- Action item -
All lines from the one containing "ring mcp: (1126, 612)" through the end of the material below are to be printed exactly, both ends included, minus pictures.
------------------------------------------------
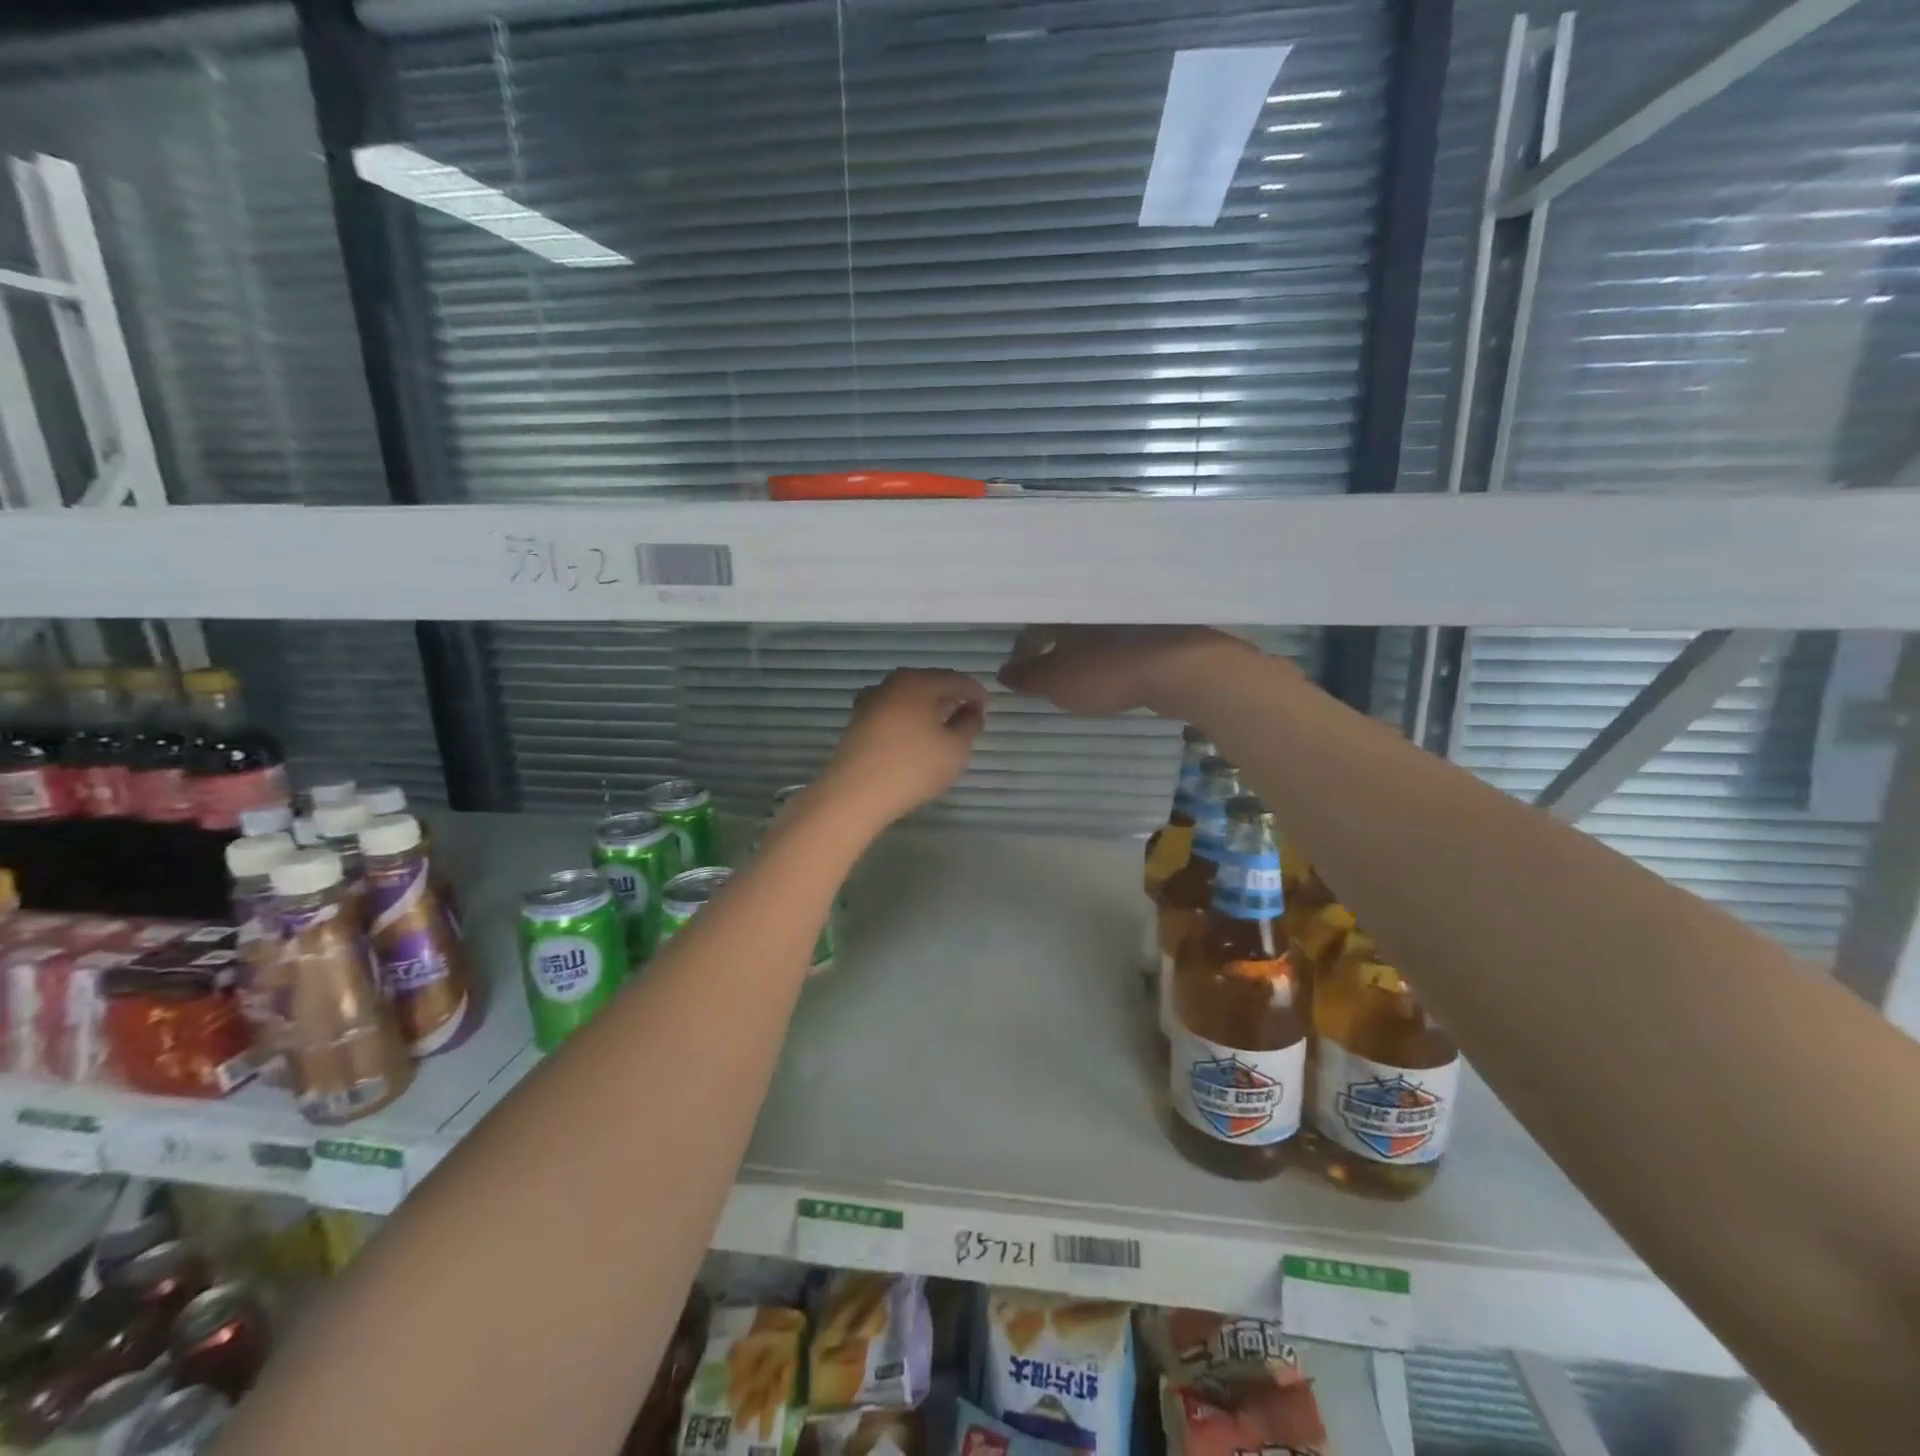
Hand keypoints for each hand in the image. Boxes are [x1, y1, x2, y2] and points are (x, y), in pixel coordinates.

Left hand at [816, 668, 988, 829]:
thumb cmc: (914, 766)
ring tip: (943, 728)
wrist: (856, 793)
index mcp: (918, 682)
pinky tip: (915, 738)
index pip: (955, 679)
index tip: (987, 709)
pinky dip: (908, 719)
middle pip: (929, 684)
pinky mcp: (858, 723)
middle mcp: (891, 684)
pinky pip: (892, 713)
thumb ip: (969, 725)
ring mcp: (870, 702)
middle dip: (950, 697)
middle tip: (967, 715)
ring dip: (928, 708)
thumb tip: (971, 711)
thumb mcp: (956, 748)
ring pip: (908, 698)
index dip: (975, 692)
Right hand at [996, 626, 1255, 715]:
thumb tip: (1003, 672)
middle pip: (1064, 622)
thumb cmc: (1106, 671)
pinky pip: (1120, 636)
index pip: (1032, 625)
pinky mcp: (1154, 626)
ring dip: (1083, 648)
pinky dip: (1109, 651)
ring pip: (1094, 628)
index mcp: (1065, 609)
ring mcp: (1126, 612)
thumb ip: (1026, 678)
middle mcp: (1092, 602)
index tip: (1018, 672)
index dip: (1022, 651)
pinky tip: (1111, 670)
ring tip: (1078, 672)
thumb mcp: (1055, 682)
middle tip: (1047, 670)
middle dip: (1053, 646)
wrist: (1178, 668)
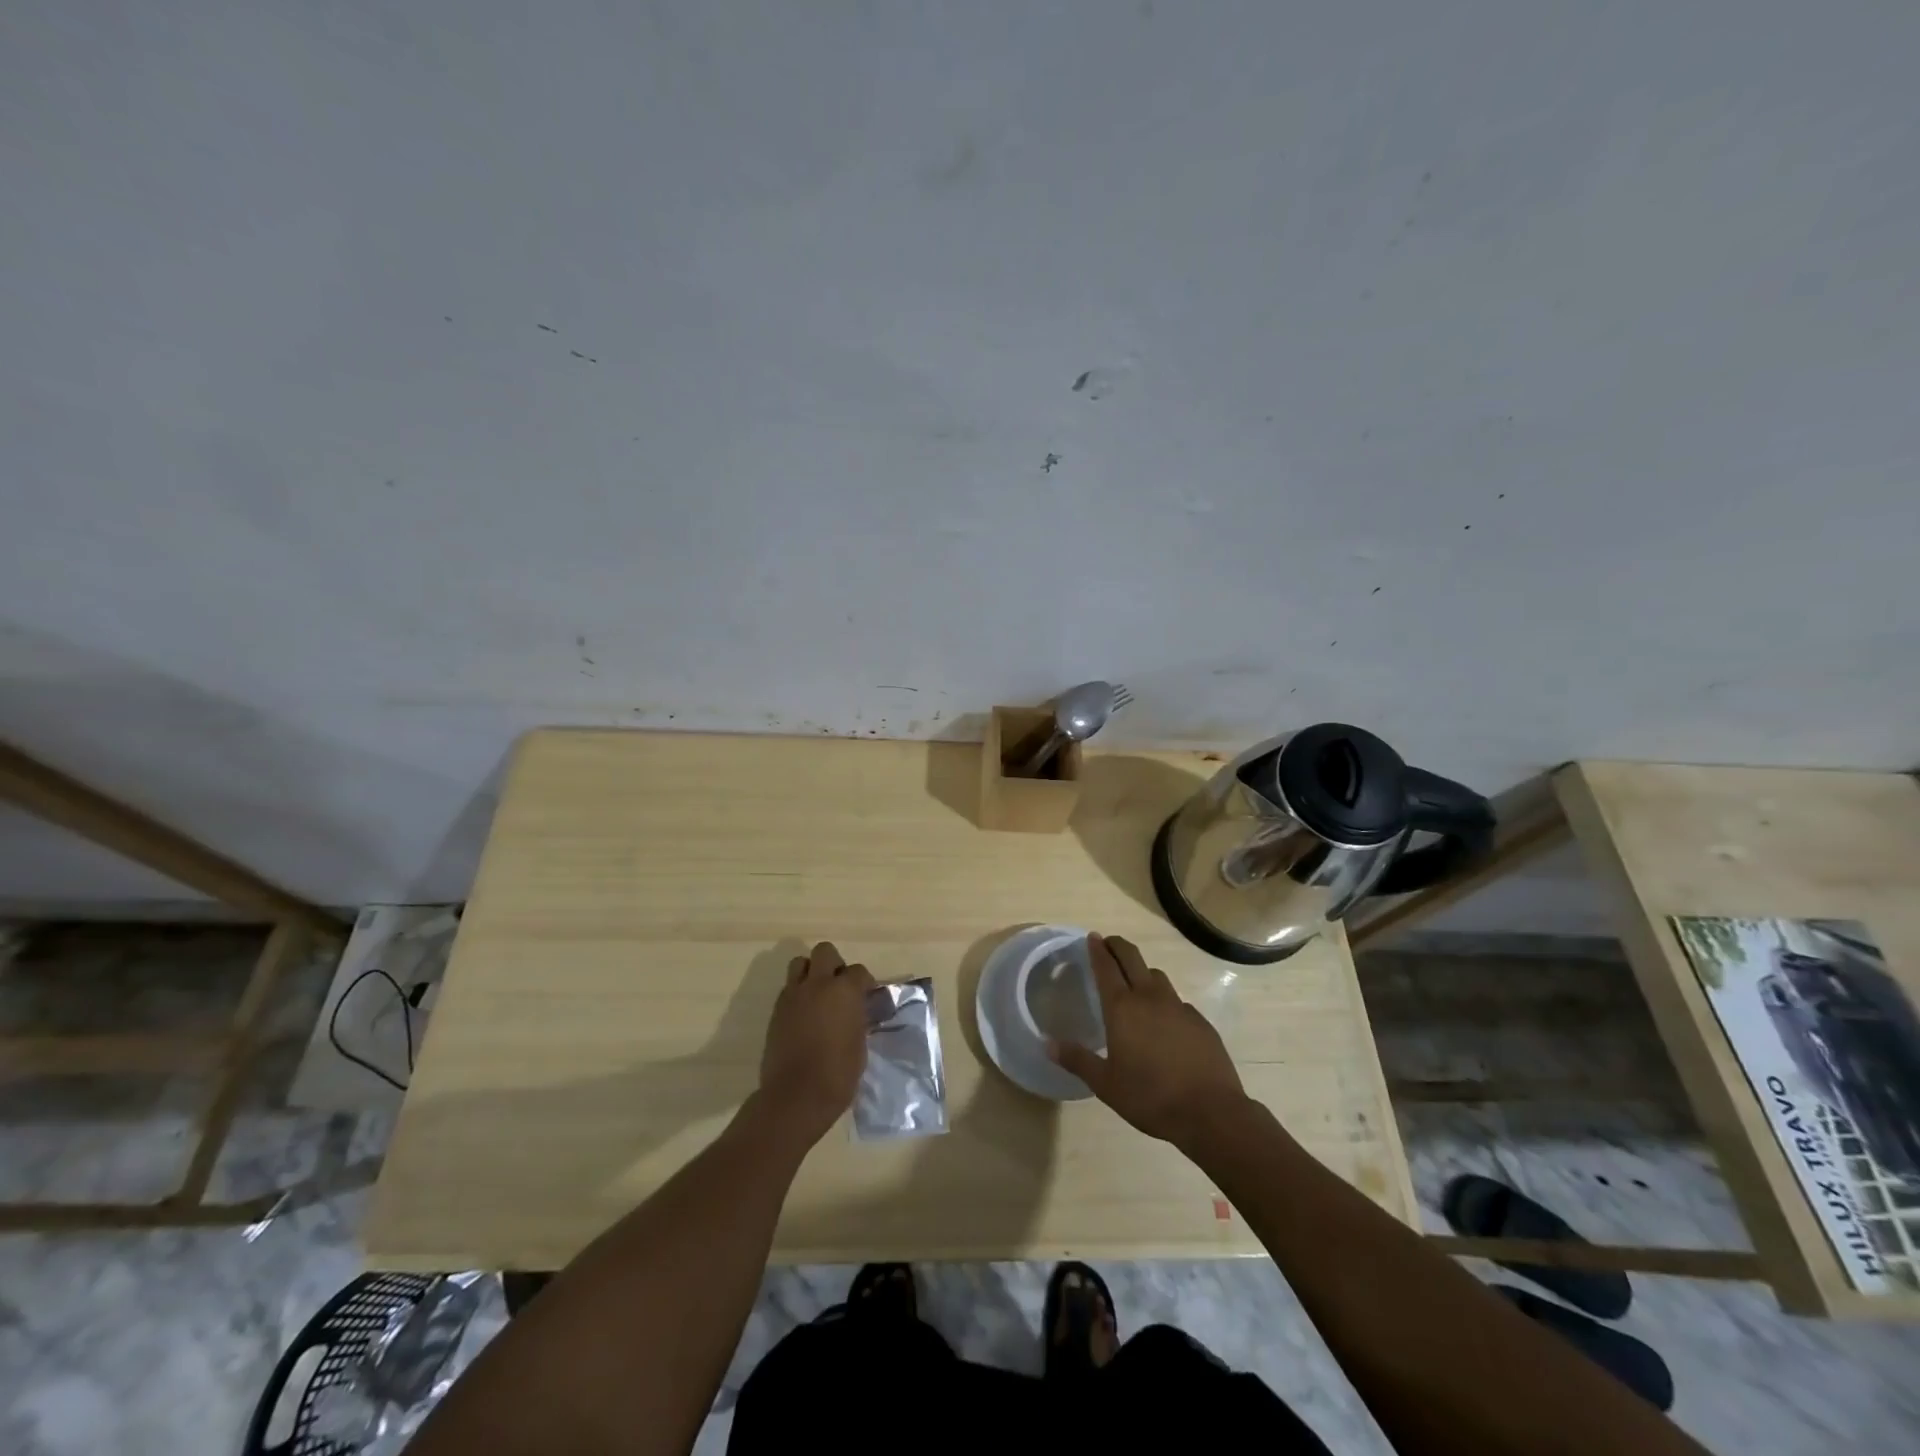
------------------------------------------------
- Result -
ring mcp: (1126, 612)
thumb ip: (1026, 678)
middle mcp: (1092, 602)
index tip: (1018, 672)
index dip: (1022, 651)
pinky tip: (1111, 670)
ring tip: (1078, 672)
thumb mcp: (1055, 682)
middle tip: (1047, 670)
middle dip: (1053, 646)
wrist: (1178, 668)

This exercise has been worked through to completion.